# Andy's competition prep for classic bodybuilding(april 26th,2020')



## andy (Feb 28, 2020)

@12 weeks out 
weigh-in: 87kg (am on empty stomach)
2800 ccal 



as of now
@still 9weeks out:
weigh-in: 85.5kg (am on empty stomach) 
2300 ccal
macros: prot:240-250g, carbs:170-180g, fats:70-75g


will update the progress as time goes... pics will follow as of march i'll start posing


----------



## andy (Feb 28, 2020)

motivation is somewhat here, it's not out the window fully, but I got so many things on my mind this year , can't get proper in it I hope I'll dive all in by time I start doing posing and stuff. Have to rely on your discipline !


----------



## CJ (Feb 28, 2020)

This is going to be awesome!!!

Crush this prep!!!


----------



## bvs (Feb 28, 2020)

Hell yeah brother!
Is this your first comp? How tall are you?


----------



## andy (Feb 28, 2020)

been doing it for a while. in classic this is going to be my 3rd time.

I'm 175cm or 5.74feet


----------



## bvs (Feb 28, 2020)

andy said:


> View attachment 9289
> 
> 
> been doing it for a while. in classic this is going to be my 3rd time.
> ...



Looking great man! I too have aspirations in classic, so I'll be interested to follow your prep


----------



## andy (Feb 28, 2020)

bvs said:


> Looking great man! I too have aspirations in classic, so I'll be interested to follow your prep



glad bro! I'll do my best and update my Thread once week I hope with some pics


----------



## Flyingdragon (Feb 28, 2020)

Best of luck this season!


----------



## snake (Feb 28, 2020)

Hang in there Andy. Where you're at really sucks for the mind. Close enough for the dieting to suck but not close enough to see the prize at the end of the tunnel. Just remember, you've been here before, nothing new.


----------



## Viduus (Feb 29, 2020)

Andy, what was your starting weight vs projected stage weight and how long is the prep? 
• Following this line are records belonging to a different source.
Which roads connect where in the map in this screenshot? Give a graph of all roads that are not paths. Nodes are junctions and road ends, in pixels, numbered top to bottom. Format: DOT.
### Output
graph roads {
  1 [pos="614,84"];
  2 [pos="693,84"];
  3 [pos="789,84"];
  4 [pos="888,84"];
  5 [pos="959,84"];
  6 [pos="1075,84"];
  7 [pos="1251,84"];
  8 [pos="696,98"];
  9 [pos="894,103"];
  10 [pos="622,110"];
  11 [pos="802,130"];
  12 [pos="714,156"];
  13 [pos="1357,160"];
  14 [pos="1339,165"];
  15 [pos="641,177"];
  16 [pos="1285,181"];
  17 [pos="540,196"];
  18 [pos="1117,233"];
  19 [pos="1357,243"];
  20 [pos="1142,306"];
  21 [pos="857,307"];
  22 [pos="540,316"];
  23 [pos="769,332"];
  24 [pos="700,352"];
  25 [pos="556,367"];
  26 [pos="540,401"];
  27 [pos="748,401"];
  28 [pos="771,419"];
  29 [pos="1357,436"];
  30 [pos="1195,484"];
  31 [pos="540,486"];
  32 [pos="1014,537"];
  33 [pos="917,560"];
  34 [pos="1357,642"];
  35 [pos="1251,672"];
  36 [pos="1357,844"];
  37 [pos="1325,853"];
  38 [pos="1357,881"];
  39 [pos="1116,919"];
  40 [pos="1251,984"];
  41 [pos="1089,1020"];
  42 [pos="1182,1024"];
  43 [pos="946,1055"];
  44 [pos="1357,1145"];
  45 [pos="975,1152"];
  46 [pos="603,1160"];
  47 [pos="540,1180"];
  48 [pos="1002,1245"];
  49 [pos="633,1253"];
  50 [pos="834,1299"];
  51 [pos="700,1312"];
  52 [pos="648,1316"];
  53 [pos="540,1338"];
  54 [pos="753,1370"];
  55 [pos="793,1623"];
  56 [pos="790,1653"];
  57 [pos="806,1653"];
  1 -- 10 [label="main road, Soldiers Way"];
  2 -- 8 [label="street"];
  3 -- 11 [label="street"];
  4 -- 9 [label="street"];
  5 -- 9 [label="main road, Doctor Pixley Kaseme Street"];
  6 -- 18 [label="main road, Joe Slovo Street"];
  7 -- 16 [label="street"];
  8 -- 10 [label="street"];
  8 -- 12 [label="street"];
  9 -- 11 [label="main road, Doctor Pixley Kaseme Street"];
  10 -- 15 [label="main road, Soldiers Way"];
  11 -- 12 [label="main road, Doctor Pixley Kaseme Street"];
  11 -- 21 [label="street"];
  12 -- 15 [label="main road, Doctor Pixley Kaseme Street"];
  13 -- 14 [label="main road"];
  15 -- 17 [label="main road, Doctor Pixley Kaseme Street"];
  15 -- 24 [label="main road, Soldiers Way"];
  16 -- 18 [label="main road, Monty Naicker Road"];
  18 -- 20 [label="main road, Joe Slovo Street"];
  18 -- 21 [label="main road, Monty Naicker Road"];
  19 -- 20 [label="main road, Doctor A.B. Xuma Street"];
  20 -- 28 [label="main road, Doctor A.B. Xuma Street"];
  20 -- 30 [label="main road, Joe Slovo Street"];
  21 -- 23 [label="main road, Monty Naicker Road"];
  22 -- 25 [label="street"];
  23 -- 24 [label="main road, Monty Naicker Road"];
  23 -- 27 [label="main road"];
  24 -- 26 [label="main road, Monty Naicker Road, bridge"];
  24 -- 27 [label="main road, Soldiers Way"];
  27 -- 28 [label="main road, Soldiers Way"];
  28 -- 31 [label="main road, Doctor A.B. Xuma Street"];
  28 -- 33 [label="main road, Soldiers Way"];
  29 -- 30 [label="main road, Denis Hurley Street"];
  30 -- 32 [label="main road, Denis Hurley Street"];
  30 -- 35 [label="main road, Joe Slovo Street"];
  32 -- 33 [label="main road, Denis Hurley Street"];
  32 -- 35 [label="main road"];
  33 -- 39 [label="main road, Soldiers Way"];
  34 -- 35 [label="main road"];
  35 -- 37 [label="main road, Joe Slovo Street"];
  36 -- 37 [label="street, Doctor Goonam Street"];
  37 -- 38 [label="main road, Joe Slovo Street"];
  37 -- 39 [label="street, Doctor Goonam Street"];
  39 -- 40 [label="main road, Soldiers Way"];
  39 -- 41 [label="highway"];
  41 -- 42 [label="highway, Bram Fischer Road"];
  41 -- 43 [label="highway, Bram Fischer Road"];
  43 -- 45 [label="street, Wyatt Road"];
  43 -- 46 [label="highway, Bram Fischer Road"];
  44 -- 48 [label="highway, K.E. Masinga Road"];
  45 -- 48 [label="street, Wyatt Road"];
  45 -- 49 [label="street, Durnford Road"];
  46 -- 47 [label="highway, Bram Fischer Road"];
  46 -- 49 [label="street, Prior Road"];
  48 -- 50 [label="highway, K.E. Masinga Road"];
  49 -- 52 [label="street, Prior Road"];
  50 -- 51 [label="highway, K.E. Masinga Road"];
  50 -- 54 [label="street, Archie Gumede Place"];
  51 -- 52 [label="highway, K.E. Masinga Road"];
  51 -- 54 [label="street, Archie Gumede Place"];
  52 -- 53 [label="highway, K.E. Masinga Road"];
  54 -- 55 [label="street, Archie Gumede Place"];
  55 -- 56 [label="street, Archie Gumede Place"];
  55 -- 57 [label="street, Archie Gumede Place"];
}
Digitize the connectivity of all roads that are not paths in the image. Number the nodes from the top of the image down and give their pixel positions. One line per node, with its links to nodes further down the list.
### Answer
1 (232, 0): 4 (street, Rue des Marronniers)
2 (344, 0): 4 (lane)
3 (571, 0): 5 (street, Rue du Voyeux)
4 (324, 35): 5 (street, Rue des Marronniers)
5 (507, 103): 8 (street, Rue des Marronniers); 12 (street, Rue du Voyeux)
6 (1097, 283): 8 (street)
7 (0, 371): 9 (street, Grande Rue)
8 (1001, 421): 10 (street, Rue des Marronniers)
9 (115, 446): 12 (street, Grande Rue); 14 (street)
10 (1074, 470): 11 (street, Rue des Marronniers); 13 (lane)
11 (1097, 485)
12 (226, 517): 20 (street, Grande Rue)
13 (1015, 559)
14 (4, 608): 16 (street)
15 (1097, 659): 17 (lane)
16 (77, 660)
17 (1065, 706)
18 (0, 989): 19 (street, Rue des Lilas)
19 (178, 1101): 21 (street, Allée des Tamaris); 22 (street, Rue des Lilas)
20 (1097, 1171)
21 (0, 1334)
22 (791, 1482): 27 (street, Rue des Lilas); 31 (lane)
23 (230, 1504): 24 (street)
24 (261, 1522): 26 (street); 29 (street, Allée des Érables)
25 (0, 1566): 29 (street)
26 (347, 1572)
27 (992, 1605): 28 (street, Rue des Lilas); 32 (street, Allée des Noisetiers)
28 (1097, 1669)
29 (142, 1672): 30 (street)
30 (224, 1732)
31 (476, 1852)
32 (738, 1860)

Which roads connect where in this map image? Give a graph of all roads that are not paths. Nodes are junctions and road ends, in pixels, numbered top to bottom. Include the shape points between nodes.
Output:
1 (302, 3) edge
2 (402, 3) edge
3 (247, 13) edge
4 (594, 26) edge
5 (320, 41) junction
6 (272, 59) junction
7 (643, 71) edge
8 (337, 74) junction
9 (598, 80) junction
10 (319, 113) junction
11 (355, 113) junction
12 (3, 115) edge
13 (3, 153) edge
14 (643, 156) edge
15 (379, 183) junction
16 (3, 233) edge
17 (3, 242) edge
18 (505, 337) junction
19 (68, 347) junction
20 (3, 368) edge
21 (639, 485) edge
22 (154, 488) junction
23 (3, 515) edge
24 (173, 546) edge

I’m trying to learn what a realistic prep starting point to length really is.

Seems the natural (and formerly natural) competitors are much more dialed in with preps because the margin of error is so thin.


----------



## andy (Mar 2, 2020)

Viduus said:


> Andy, what was your starting weight vs projected stage weight and how long is the prep?
> 
> I’m trying to learn what a realistic prep starting point to length really is.
> 
> Seems the natural (and formerly natural) competitors are much more dialed in with preps because the margin of error is so thin.




from my exp. cause I competed as a natural and on gear, would say, that loosing weight is much harder on drugs - cause i feel my muscle mass on last prep(1st drug one) ,was preserving and actually as I went deeper in prep I felt like I'm gaining about 0.5kg muscle mass. But maybe that's my imagination.
last years prep was 4 month long, and I went from 95kg to 77.6 on scale- a used all I had, the carbs where cut low as 100g/day , water manupilation, sweating out etc.


This year I started 95 again , but I feel as I gained a solid 2-3 kg in mass this prep is gonna be challenging for me. I guess gonna choose some dueretics for this peek weak (still gathering info but got some good sources already)


----------



## andy (Mar 2, 2020)

so here it goes.
8 weeks out:
weigh-in 85kg(am on empty stomach)
2000-2100ccal (may add some carbs back if I feel i'm loosing too much)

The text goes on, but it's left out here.